Märkisch-Oderland. Die Polizei hat im Raum Bad Freienwalde einer vierköpfigen Einbrecherbande das Handwerk gelegt. Auf ihr Konto sollen von Jahresbeginn an bis Juli 2016 knapp 100 Einbrüche in Läden, Behörden, Kitas und auch Gaststätten gehen, wie der Chef der Kriminalpolizei von Märkisch-Oderland, Jens Bergmann, am Mittwoch sagte. „Das war für uns in Ostbrandenburg eine herausragende Serie. Die Schadenssumme beläuft sich auf rund 100 000 Euro.“

Drei der Täter sitzen in Untersuchungshaft

Gegen die Männer im Alter zwischen 18 und 23 Jahren aus Bad Freienwalde wurden wegen schweren Bandendiebstahls Haftbefehle erlassen. Drei der mutmaßlichen Täter sitzen mittlerweile in Untersuchungshaft, einer ist noch auf der Flucht.

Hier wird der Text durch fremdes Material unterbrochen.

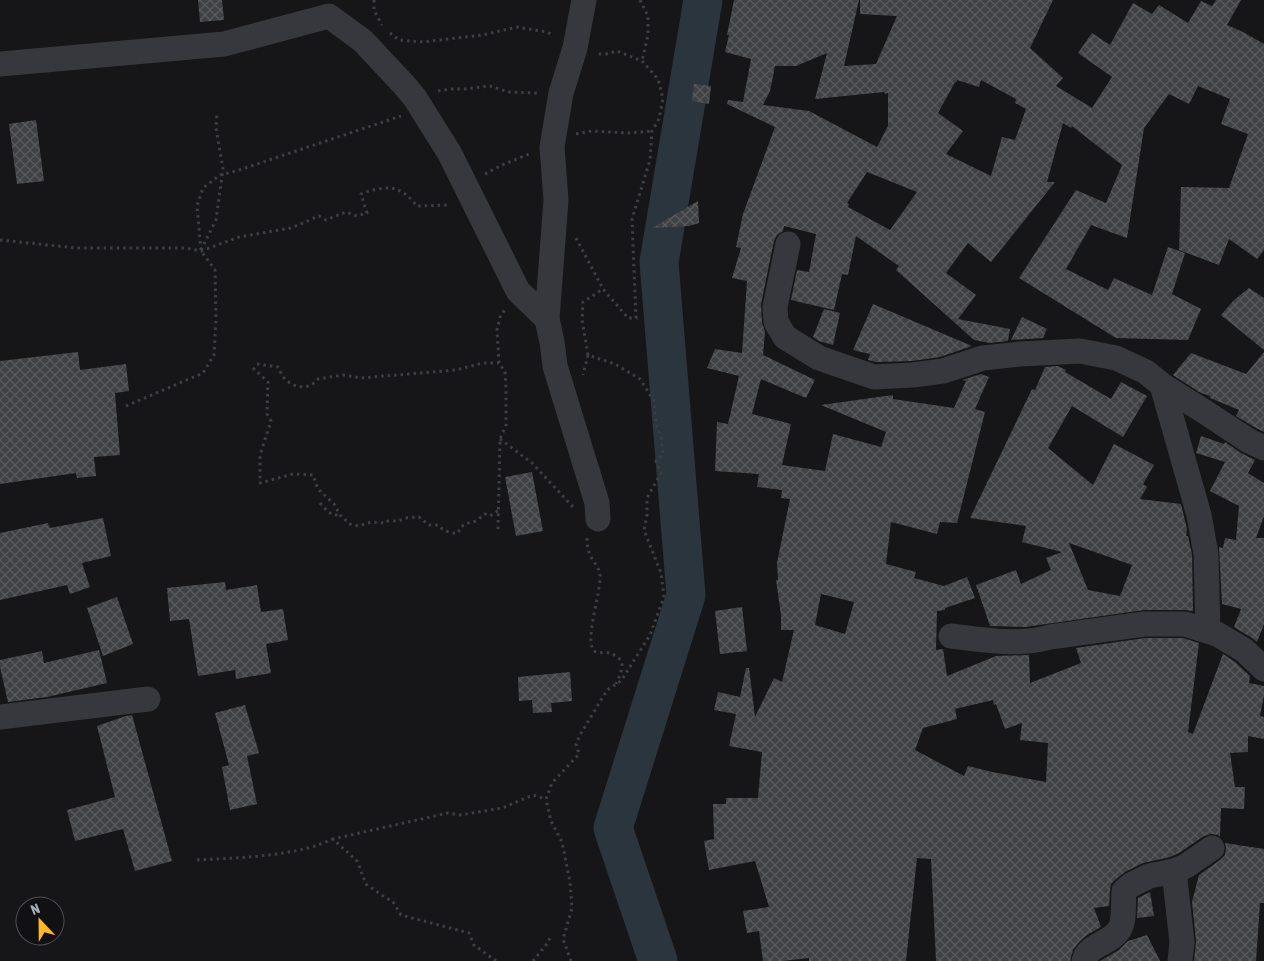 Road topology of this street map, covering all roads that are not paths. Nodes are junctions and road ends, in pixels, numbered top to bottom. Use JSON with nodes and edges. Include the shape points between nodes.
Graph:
{"nodes":[{"id":1,"x":584,"y":0,"type":"edge"},
{"id":2,"x":0,"y":64,"type":"edge"},
{"id":3,"x":788,"y":244,"type":"dead end"},
{"id":4,"x":548,"y":319,"type":"junction"},
{"id":5,"x":1162,"y":385,"type":"junction"},
{"id":6,"x":1264,"y":448,"type":"edge"},
{"id":7,"x":596,"y":518,"type":"road end"},
{"id":8,"x":1208,"y":631,"type":"junction"},
{"id":9,"x":951,"y":636,"type":"dead end"},
{"id":10,"x":1264,"y":669,"type":"edge"},
{"id":11,"x":148,"y":699,"type":"dead end"},
{"id":12,"x":0,"y":717,"type":"edge"},
{"id":13,"x":1212,"y":848,"type":"dead end"},
{"id":14,"x":1174,"y":871,"type":"junction"},
{"id":15,"x":1084,"y":961,"type":"edge"},
{"id":16,"x":1180,"y":961,"type":"edge"}],
"edges":[{"from":1,"to":4,"type":"street","via":[[575,48],[561,93],[552,147],[556,200]]},
{"from":2,"to":4,"type":"street","via":[[224,44],[329,16],[363,41],[415,98],[450,154],[518,291]]},
{"from":3,"to":5,"type":"street","via":[[775,307],[776,322],[785,337],[819,358],[874,377],[943,371],[983,358],[1080,351],[1116,358],[1146,372]]},
{"from":4,"to":7,"type":"street","via":[[555,366],[597,503]]},
{"from":5,"to":6,"type":"street"},
{"from":5,"to":8,"type":"street","via":[[1199,515],[1206,554]]},
{"from":8,"to":9,"type":"street","via":[[1184,624],[1144,624],[1039,640],[1001,642]]},
{"from":8,"to":10,"type":"street","via":[[1244,650]]},
{"from":11,"to":12,"type":"street"},
{"from":13,"to":14,"type":"street"},
{"from":14,"to":15,"type":"street","via":[[1149,876],[1124,890],[1119,930],[1112,938],[1090,950]]},
{"from":14,"to":16,"type":"street","via":[[1182,942]]}]} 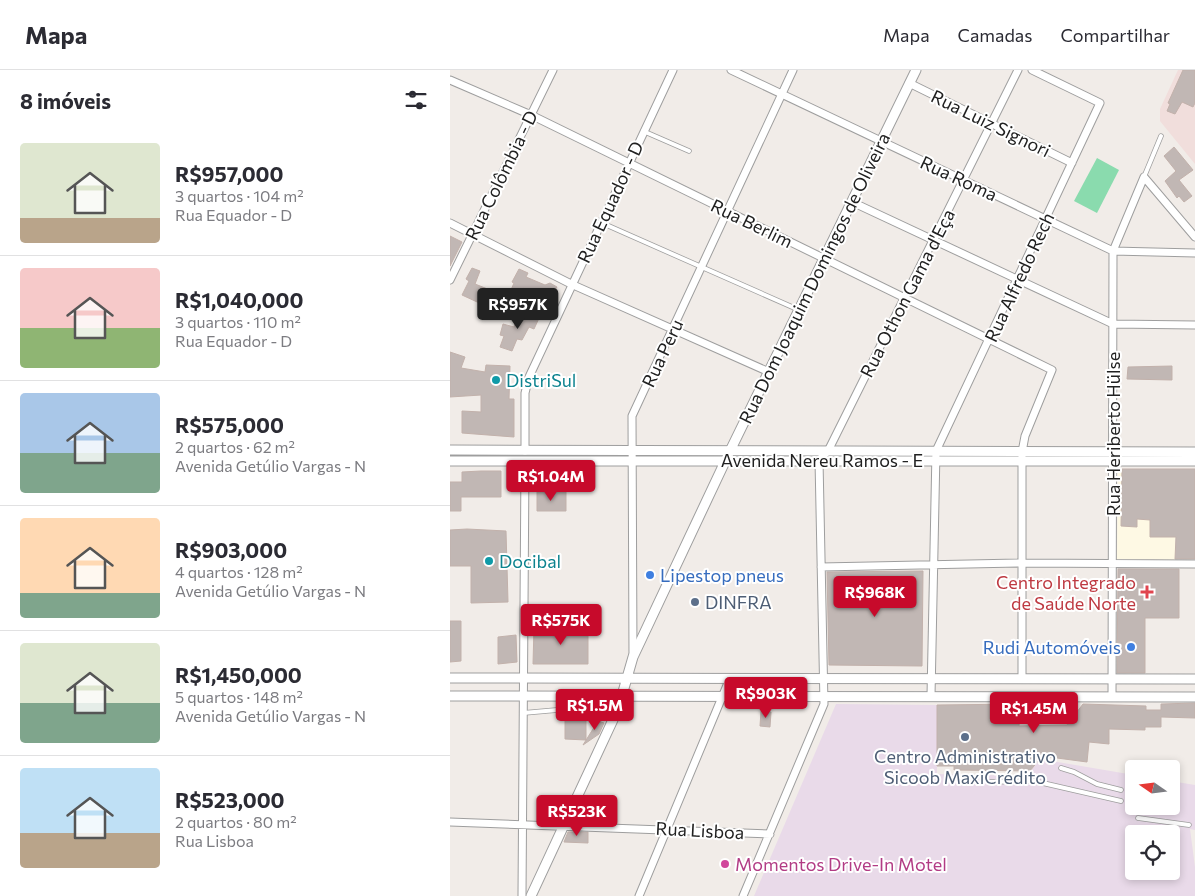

„Die jungen Männer haben mit den Einnahmen aus den Einbrüchen ihren Lebensunterhalt und teilweise ihre Spielsucht finanziert“, erklärte Bergmann. Wegen der massiven Konzentration der Einbrüche im Freienwalder Stadtgebiet setzte die Polizei eine siebenköpfige Ermittlungsgruppe zur Aufklärung ein. Sie wurde durch Polizeistreifen und Bereitschaftspolizisten in Zivil unterstützt.

Ein Einbruch in einer Gaststätte wurde zum Verhängnis

Letztlich wurde der Bande ein Einbruch in eine Gaststätte zum Verhängnis. In Videoaufnahmen einer Überwachungskamera stießen die Ermittler auf einen polizeibekannten jungen Mann, in dessen Umfeld dann die übrigen Bandenmitglieder ausgemacht wurden.

Schnell sei den Ermittlern klar geworden, dass für die Einbruchserie keine ausländischen Banden verantwortlich sein konnten, sagte Bergmann. So seien die Täter nur in einem sehr kleinen Aktionsradius aktiv gewesen und hätten es nur auf Kleinelektronik und kleine Bargeldmengen abgesehen.